Saturday, February 15, 2014

BBC Propaganda

SOYMB blog required little convincing of the truth of this recent report.

The BBC has been accused of yielding to political pressure since the last election and allowing a right-wing bias to emerge in its journalism. Professor Justin Lewis, Dean of Research at Cardiff University and an experienced analyst of the BBC’s output, a distinguished media professor, suggests that the BBC has compromised its impartiality by depending too heavily on sources from business, the media, law and order and politics. By contrast, ITV and Channel 4 make much greater use of sources from academia, medicine, science and non-governmental organisations. The BBC military spending debate was “decidedly lopsided” because of its reliance on the views of the “top brass”

Professor Lewis states: “The available evidence on the BBC centre of gravity does not suggest a leftist tilt. On the contrary, its dependence on certain dominant institutions notably in the business world and the national print media – would appear to push it the other way.” He concludes: “The most plausible hypothesis is that the BBC has, under pressure, been pushed to the right... It is the BBC’s cyclical dependence upon whoever happens to be in government during the licence renewal period that is the greatest threat to its impartiality.”
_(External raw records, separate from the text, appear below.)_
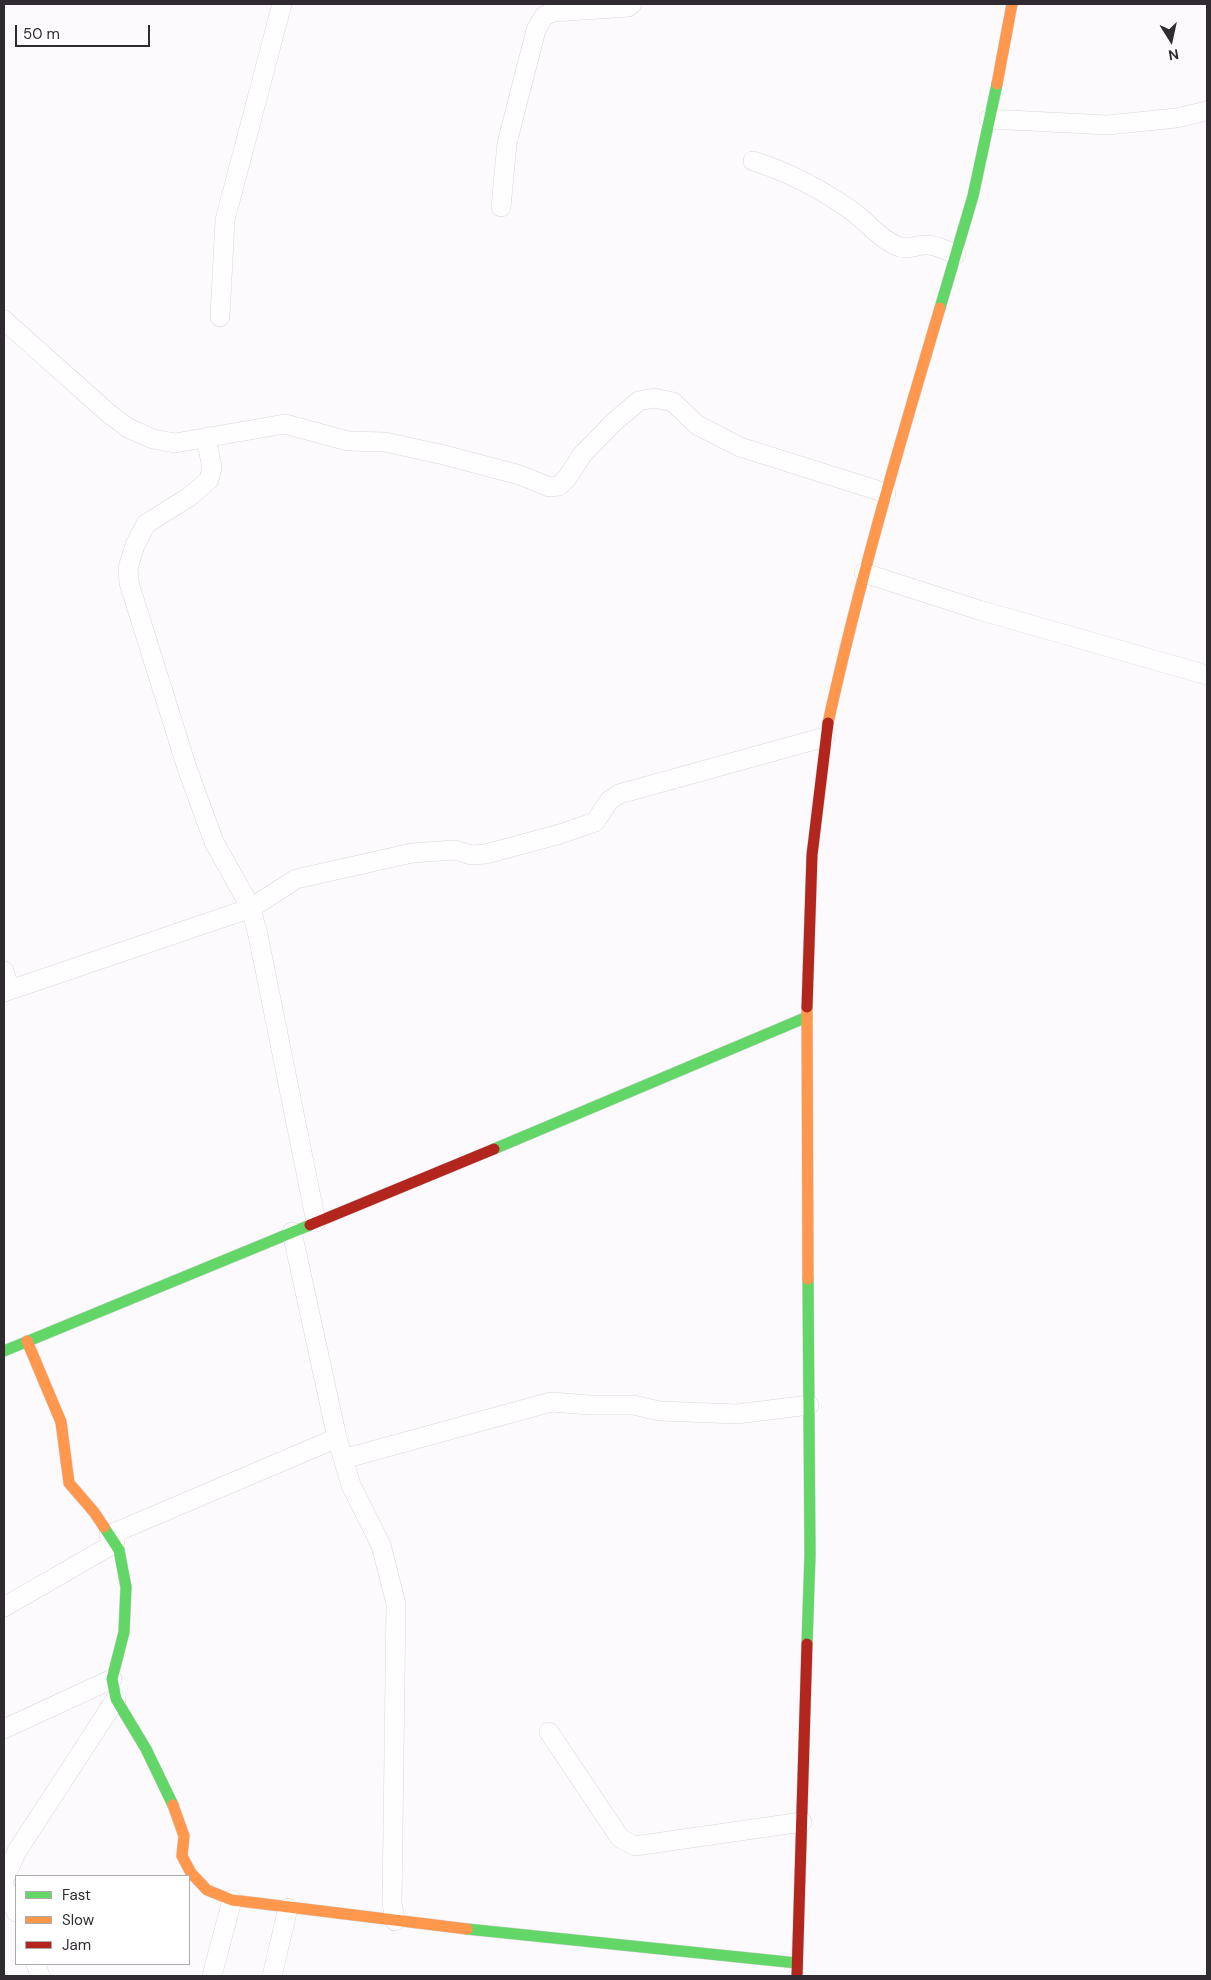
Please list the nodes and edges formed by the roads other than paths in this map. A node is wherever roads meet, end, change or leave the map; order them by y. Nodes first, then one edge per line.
1 (282, 4) edge
2 (632, 4) edge
3 (1012, 4) edge
4 (1207, 112) edge
5 (989, 119) junction
6 (753, 161) dead end
7 (501, 207) dead end
8 (956, 254) junction
9 (220, 318) dead end
10 (4, 320) edge
11 (206, 438) junction
12 (886, 493) junction
13 (864, 573) junction
14 (1207, 675) edge
15 (825, 737) junction
16 (251, 908) junction
17 (4, 971) edge
18 (7, 991) edge
19 (807, 1017) junction
20 (316, 1222) junction
21 (292, 1232) junction
22 (27, 1341) junction
23 (4, 1351) edge
24 (809, 1405) junction
25 (337, 1438) junction
26 (343, 1459) junction
27 (112, 1539) junction
28 (4, 1607) edge
29 (112, 1679) junction
30 (116, 1699) junction
31 (4, 1729) edge
32 (548, 1732) dead end
33 (802, 1822) junction
34 (4, 1879) edge
35 (4, 1886) edge
36 (232, 1900) junction
37 (288, 1908) junction
38 (15, 1910) edge
39 (395, 1921) junction
40 (797, 1963) junction
41 (212, 1976) edge
42 (272, 1976) edge
43 (797, 1976) edge

1 - 9 street
2 - 7 street
3 - 5 street
4 - 5 street
5 - 8 street
6 - 8 street
8 - 12 street
10 - 11 street
11 - 12 street
11 - 16 street
12 - 13 street
13 - 14 street
13 - 15 street
15 - 16 street
15 - 19 street
16 - 18 street
16 - 20 street
17 - 18 street
19 - 20 street
19 - 24 street
20 - 21 street
21 - 22 street
21 - 25 street
22 - 23 street
22 - 27 street
24 - 26 street
24 - 33 street
25 - 26 street
25 - 27 street
26 - 39 street
27 - 28 street
27 - 29 street
29 - 30 street
29 - 31 street
30 - 34 street
30 - 36 street
32 - 33 street
33 - 40 street
35 - 38 street
36 - 37 street
36 - 41 street
37 - 39 street
37 - 42 street
39 - 40 street
40 - 43 street

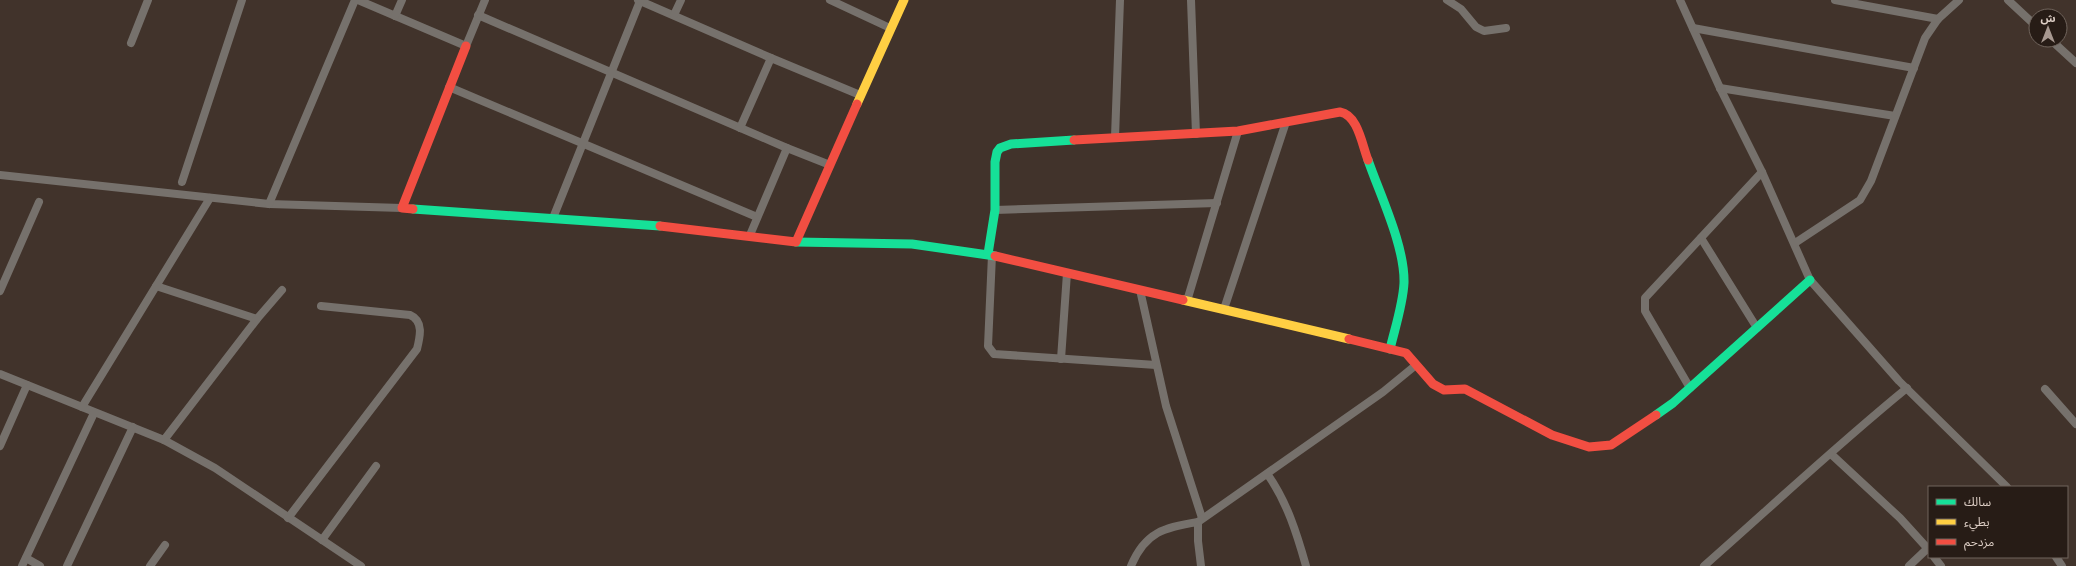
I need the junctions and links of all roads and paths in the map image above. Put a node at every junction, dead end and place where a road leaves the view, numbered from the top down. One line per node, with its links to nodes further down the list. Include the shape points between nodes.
1 (148, 0): 25 (street)
2 (242, 0): 46 (street)
3 (356, 0): 19 (street); 50 (street)
4 (402, 0): 19 (street)
5 (485, 0): 17 (street)
6 (639, 0): 18 (street); 31 (street)
7 (681, 0): 18 (street)
8 (830, 0): 22 (street)
9 (904, 0): 22 (street)
10 (1120, 0): 40 (street)
11 (1191, 0): 39 (street)
12 (1447, 0): 23 (street, via 1461,9 1476,27 1484,31)
13 (1680, 0): 24 (street)
14 (1835, 0): 20 (street)
15 (1959, 0): 20 (street)
16 (2008, 0): 21 (street)
17 (478, 15): 26 (street); 31 (street)
18 (674, 15): 28 (street)
19 (395, 16): 26 (street)
20 (1938, 19): 30 (street, via 1925,38)
21 (2028, 19)
22 (890, 28): 34 (street)
23 (1506, 28)
24 (1693, 28): 30 (street); 33 (street)
25 (131, 43)
26 (466, 46): 32 (street)
27 (2060, 48): 29 (street)
28 (771, 58): 34 (street); 37 (street)
29 (2076, 63)
30 (1914, 68): 35 (street)
31 (613, 73): 37 (street); 41 (street)
32 (449, 88): 41 (street); 51 (street)
33 (1720, 88): 35 (street); 44 (street)
34 (860, 95): 43 (street)
35 (1895, 116): 58 (street, via 1871,181 1860,200)
36 (1286, 122): 38 (street); 68 (street); 71 (street, via 1343,112 1348,113 1354,122 1398,244 1404,268 1404,285)
37 (740, 128): 42 (street)
38 (1238, 130): 39 (street); 49 (street)
39 (1196, 134): 40 (street)
40 (1115, 137): 52 (street, via 1011,144 1000,148 995,162)
41 (584, 144): 53 (street); 54 (street)
42 (787, 148): 43 (street); 53 (street)
43 (830, 165): 57 (street)
44 (1762, 172): 56 (street); 58 (street)
45 (0, 175): 47 (street)
46 (182, 182)
47 (210, 198): 50 (street); 62 (street)
48 (39, 202): 65 (street)
49 (1217, 203): 52 (street); 66 (street)
50 (269, 204): 51 (street)
51 (402, 208): 54 (street)
52 (995, 210): 59 (street)
53 (757, 217): 55 (street)
54 (553, 218): 55 (street)
55 (750, 235): 57 (street)
56 (1701, 238): 70 (street); 77 (street, via 1644,301 1645,311)
57 (796, 242): 59 (street, via 912,244)
58 (1795, 243): 61 (street)
59 (990, 254): 60 (street); 72 (street, via 990,350 994,354)
60 (1067, 273): 64 (street); 72 (street)
61 (1810, 280): 70 (street); 78 (street)
62 (156, 286): 69 (street); 80 (street)
63 (282, 290): 69 (street)
64 (1140, 290): 66 (street); 73 (street)
65 (0, 291)
66 (1187, 301): 68 (street)
67 (321, 306): 90 (street, via 410,315 416,318 421,334 417,349)
68 (1224, 309): 71 (street)
69 (257, 319): 84 (street)
70 (1757, 328): 77 (street)
71 (1390, 349): 74 (street, via 1406,353)
72 (1061, 359): 73 (street)
73 (1156, 365): 91 (street)
74 (1416, 365): 77 (street, via 1438,388 1465,389 1552,435 1589,447 1602,447 1621,440); 88 (street)
75 (0, 374): 76 (street)
76 (28, 385): 80 (street); 85 (street)
77 (1690, 388)
78 (1907, 388): 86 (street, via 1860,426); 89 (street)
79 (2045, 389): 82 (street)
80 (82, 407): 81 (street)
81 (94, 413): 83 (street); 96 (street)
82 (2076, 424)
83 (133, 427): 84 (street); 98 (street)
84 (164, 440): 90 (street, via 215,468)
85 (0, 446)
86 (1831, 454): 94 (street, via 1900,518); 104 (street)
87 (376, 466): 92 (street)
88 (1268, 475): 91 (street); 103 (street, via 1278,489 1293,521)
89 (2006, 486)
90 (288, 518): 92 (street)
91 (1200, 520): 101 (street, via 1170,526 1147,539); 102 (street)
92 (322, 540): 100 (street)
93 (165, 545): 99 (street)
94 (1928, 549): 105 (street)
95 (1935, 558): 106 (street)
96 (24, 562): 97 (street)
97 (40, 566)
98 (67, 566)
99 (150, 566)
100 (361, 566)
101 (1132, 566)
102 (1201, 566)
103 (1306, 566)
104 (1704, 566)
105 (1909, 566)
106 (1941, 566)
 Cardiff University colleagues, led by Professor Karin Wahl-Jorgensen, which found that the BBC was more likely than ITV or Channel 4 to use sources from the right – such as US Republicans or Ukip politicians – than from the left (US Democrats or Green politicians). The imbalance in favour of Conservatives over Labour was three to one for party leaders and four to one for ministers/shadow ministers. Professor Lewis said the findings showed “no similar patterns” on ITV or Channel 4 but were ignored by the BBC’s governing body, which commissioned the research. “These were not findings the BBC Trust was especially keen to draw attention to, and – oddly for a review about impartiality – they were played down in the subsequent report.”

The Cardiff research found that 50 per cent of BBC sources came from politics, business, law and order and media, compared to 10 per cent from the knowledge-based professions and civic groups. Business sources accounted for 11.1 per cent of the total on the BBC, but only 3.8 per cent on ITV and 2.2 on Channel 4.